Start of Provided information

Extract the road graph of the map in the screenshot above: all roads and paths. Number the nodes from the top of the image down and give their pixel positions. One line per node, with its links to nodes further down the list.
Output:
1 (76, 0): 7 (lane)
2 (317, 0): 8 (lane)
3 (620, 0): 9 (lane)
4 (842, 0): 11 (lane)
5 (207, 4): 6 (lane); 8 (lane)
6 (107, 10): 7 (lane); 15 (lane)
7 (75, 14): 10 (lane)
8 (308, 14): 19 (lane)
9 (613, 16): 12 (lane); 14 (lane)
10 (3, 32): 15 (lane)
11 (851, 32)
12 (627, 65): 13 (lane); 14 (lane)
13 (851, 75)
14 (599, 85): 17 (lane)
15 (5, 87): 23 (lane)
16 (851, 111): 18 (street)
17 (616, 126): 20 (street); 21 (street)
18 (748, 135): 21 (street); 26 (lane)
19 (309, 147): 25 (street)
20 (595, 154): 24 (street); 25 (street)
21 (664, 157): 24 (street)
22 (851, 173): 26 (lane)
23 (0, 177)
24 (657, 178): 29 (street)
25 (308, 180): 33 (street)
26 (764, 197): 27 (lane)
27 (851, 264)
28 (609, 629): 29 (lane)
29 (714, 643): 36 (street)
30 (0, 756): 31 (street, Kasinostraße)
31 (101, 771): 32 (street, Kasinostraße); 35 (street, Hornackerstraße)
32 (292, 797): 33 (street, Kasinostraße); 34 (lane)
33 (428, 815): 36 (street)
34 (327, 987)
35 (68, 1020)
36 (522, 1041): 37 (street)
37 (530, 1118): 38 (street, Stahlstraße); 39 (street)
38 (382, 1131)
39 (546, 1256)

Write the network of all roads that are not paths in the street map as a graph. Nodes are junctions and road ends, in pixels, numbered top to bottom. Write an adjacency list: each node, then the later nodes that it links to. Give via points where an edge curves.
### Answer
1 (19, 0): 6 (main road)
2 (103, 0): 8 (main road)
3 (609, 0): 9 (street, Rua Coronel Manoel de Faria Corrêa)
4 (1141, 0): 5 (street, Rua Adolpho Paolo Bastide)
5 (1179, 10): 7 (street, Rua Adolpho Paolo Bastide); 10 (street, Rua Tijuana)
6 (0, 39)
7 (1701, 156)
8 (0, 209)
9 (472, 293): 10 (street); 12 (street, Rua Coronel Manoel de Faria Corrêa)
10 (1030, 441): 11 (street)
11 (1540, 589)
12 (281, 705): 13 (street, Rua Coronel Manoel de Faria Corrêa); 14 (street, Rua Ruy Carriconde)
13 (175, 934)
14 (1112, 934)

End of Provided information

## Required work
Take the line containing "Write the network" as the start and the last line of the data as the end, and reproduce that range exactly.

## Output for this exercise
Write the network of all roads that are not paths in the street map as a graph. Nodes are junctions and road ends, in pixels, numbered top to bottom. Write an adjacency list: each node, then the later nodes that it links to. Give via points where an edge curves.
### Answer
1 (19, 0): 6 (main road)
2 (103, 0): 8 (main road)
3 (609, 0): 9 (street, Rua Coronel Manoel de Faria Corrêa)
4 (1141, 0): 5 (street, Rua Adolpho Paolo Bastide)
5 (1179, 10): 7 (street, Rua Adolpho Paolo Bastide); 10 (street, Rua Tijuana)
6 (0, 39)
7 (1701, 156)
8 (0, 209)
9 (472, 293): 10 (street); 12 (street, Rua Coronel Manoel de Faria Corrêa)
10 (1030, 441): 11 (street)
11 (1540, 589)
12 (281, 705): 13 (street, Rua Coronel Manoel de Faria Corrêa); 14 (street, Rua Ruy Carriconde)
13 (175, 934)
14 (1112, 934)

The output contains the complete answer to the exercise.